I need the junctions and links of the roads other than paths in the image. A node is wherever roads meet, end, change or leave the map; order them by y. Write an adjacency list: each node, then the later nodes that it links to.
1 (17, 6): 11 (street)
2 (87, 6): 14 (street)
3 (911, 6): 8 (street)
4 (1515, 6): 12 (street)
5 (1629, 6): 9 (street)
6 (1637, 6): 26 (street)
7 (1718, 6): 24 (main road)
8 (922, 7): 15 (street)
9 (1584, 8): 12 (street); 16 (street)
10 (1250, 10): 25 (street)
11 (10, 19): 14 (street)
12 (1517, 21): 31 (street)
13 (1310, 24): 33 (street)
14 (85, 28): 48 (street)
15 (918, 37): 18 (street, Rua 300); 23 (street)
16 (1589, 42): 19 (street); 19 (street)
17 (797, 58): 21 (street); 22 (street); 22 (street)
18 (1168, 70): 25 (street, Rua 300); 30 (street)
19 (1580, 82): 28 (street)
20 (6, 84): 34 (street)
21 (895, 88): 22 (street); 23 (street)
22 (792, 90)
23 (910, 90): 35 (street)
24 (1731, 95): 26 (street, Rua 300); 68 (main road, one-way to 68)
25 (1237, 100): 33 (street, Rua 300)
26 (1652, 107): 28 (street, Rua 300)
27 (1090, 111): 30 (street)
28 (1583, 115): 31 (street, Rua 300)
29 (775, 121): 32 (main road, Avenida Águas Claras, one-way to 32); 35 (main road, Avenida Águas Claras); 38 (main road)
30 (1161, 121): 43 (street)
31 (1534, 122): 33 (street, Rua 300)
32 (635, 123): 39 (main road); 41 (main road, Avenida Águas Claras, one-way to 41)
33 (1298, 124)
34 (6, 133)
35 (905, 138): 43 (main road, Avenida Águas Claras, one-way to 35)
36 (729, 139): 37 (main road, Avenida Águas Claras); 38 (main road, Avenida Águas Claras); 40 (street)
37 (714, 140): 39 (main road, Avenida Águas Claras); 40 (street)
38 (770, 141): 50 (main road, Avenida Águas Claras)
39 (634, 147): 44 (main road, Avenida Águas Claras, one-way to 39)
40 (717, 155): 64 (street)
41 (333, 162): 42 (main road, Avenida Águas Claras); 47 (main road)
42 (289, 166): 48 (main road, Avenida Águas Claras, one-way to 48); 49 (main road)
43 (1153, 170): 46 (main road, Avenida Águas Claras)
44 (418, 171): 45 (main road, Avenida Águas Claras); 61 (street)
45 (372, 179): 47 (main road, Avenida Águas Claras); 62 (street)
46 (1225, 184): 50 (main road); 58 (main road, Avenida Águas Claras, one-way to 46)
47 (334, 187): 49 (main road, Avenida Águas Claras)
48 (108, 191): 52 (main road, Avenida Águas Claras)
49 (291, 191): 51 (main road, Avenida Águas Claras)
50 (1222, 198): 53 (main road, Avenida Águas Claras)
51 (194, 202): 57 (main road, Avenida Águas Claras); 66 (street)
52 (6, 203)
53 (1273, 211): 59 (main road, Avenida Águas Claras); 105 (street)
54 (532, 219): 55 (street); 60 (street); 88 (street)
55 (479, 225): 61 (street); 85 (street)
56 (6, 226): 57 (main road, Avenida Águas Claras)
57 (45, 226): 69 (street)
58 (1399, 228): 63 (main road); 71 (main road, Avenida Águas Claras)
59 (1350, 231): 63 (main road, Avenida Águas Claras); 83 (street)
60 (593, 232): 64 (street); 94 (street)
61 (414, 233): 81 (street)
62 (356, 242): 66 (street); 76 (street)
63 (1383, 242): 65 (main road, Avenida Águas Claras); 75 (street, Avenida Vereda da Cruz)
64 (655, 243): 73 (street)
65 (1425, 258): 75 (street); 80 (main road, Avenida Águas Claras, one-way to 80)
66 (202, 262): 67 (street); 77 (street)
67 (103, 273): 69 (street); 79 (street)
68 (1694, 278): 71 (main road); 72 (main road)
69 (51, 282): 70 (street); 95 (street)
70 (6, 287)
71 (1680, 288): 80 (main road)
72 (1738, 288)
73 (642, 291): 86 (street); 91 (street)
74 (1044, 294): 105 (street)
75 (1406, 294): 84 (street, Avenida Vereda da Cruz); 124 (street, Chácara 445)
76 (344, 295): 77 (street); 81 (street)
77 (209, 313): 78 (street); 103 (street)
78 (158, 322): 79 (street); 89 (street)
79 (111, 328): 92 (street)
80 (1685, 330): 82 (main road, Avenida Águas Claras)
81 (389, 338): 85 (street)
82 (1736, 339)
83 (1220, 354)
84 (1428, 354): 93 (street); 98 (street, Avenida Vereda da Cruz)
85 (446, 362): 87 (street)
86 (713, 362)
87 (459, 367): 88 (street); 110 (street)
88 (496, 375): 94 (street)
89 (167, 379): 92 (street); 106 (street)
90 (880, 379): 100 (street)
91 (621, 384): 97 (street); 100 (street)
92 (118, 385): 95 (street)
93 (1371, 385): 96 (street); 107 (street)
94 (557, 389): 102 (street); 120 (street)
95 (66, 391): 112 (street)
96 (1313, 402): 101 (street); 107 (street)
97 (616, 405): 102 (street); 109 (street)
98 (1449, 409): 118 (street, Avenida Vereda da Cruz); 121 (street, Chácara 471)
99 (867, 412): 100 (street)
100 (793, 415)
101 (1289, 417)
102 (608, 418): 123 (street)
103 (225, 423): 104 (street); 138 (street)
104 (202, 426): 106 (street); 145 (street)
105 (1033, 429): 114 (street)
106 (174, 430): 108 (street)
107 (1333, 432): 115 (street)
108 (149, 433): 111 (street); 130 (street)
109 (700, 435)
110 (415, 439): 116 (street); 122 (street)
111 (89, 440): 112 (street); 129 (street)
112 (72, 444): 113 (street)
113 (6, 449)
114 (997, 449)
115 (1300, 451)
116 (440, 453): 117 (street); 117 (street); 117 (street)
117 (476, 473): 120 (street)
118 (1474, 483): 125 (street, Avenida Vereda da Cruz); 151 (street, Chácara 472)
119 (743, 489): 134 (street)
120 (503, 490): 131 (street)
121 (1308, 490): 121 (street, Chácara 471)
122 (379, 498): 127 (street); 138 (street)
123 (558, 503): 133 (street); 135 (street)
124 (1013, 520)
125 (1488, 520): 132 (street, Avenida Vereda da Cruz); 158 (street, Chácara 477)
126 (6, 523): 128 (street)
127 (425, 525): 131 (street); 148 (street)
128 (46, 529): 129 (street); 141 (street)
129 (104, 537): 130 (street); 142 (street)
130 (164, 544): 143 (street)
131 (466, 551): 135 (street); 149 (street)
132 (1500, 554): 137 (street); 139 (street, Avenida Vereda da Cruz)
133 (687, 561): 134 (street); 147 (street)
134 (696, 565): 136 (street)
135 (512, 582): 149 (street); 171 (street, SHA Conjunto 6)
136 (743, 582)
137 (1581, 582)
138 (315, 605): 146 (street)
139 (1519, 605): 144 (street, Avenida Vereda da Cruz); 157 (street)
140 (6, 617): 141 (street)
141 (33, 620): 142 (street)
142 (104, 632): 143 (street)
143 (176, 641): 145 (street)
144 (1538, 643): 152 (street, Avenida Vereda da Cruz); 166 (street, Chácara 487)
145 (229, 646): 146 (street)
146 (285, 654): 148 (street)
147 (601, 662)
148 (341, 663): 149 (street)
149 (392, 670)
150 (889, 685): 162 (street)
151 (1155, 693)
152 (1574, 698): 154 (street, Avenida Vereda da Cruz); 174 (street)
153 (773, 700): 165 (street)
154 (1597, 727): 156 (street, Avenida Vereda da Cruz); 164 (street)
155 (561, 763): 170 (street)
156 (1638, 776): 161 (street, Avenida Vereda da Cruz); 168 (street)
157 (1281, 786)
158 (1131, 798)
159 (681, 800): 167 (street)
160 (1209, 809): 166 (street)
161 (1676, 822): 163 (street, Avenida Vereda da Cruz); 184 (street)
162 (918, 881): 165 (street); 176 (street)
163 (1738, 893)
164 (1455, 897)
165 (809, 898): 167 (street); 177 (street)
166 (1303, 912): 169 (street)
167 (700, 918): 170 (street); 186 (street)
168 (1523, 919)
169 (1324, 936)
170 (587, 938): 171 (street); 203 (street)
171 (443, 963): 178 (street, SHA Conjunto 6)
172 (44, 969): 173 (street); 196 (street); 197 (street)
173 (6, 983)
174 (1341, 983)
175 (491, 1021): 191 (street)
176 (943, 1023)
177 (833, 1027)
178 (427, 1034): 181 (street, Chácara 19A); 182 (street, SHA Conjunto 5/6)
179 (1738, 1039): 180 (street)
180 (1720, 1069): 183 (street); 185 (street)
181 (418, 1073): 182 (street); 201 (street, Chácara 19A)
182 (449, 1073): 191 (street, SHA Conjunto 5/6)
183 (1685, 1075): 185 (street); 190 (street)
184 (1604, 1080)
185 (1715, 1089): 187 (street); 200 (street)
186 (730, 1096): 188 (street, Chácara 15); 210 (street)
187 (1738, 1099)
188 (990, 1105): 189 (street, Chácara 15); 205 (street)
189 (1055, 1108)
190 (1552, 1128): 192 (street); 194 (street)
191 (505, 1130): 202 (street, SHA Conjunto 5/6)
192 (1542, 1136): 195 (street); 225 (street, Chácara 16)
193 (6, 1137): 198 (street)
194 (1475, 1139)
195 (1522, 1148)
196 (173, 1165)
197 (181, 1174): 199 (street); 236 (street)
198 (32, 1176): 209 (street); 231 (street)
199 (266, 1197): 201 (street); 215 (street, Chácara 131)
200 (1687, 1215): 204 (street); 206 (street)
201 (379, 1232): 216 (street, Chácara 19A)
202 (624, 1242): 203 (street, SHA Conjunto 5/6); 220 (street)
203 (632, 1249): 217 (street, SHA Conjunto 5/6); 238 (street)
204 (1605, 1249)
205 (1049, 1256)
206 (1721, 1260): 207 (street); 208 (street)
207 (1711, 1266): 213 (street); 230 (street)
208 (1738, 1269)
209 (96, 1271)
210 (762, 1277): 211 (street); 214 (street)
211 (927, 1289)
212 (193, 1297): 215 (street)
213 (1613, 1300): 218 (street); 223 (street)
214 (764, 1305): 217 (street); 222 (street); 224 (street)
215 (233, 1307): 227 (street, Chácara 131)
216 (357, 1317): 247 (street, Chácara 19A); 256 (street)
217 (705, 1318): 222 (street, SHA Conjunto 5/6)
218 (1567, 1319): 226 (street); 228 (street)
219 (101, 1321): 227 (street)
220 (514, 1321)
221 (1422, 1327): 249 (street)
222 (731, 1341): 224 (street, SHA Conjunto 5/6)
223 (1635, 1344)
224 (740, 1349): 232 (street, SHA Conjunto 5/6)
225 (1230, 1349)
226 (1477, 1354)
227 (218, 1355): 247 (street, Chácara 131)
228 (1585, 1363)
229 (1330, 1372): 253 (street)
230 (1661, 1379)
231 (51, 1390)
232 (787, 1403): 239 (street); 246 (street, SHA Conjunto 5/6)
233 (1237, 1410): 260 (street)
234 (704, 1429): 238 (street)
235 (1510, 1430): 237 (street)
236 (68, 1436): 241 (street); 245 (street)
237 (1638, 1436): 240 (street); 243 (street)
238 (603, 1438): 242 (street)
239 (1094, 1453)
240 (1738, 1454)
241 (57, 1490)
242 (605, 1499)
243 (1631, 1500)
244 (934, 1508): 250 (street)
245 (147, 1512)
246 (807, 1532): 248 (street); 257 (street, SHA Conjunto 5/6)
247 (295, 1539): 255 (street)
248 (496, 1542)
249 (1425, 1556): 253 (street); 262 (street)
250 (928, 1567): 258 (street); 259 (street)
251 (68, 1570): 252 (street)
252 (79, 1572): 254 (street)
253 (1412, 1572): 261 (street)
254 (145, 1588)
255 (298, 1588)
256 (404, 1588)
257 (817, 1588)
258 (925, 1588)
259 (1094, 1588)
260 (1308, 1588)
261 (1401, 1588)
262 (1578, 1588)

ASSIGNMENT: Work out how many lines of the data above hold the word "Conjunto", and write only the count.

SOLUTION BELOW: 12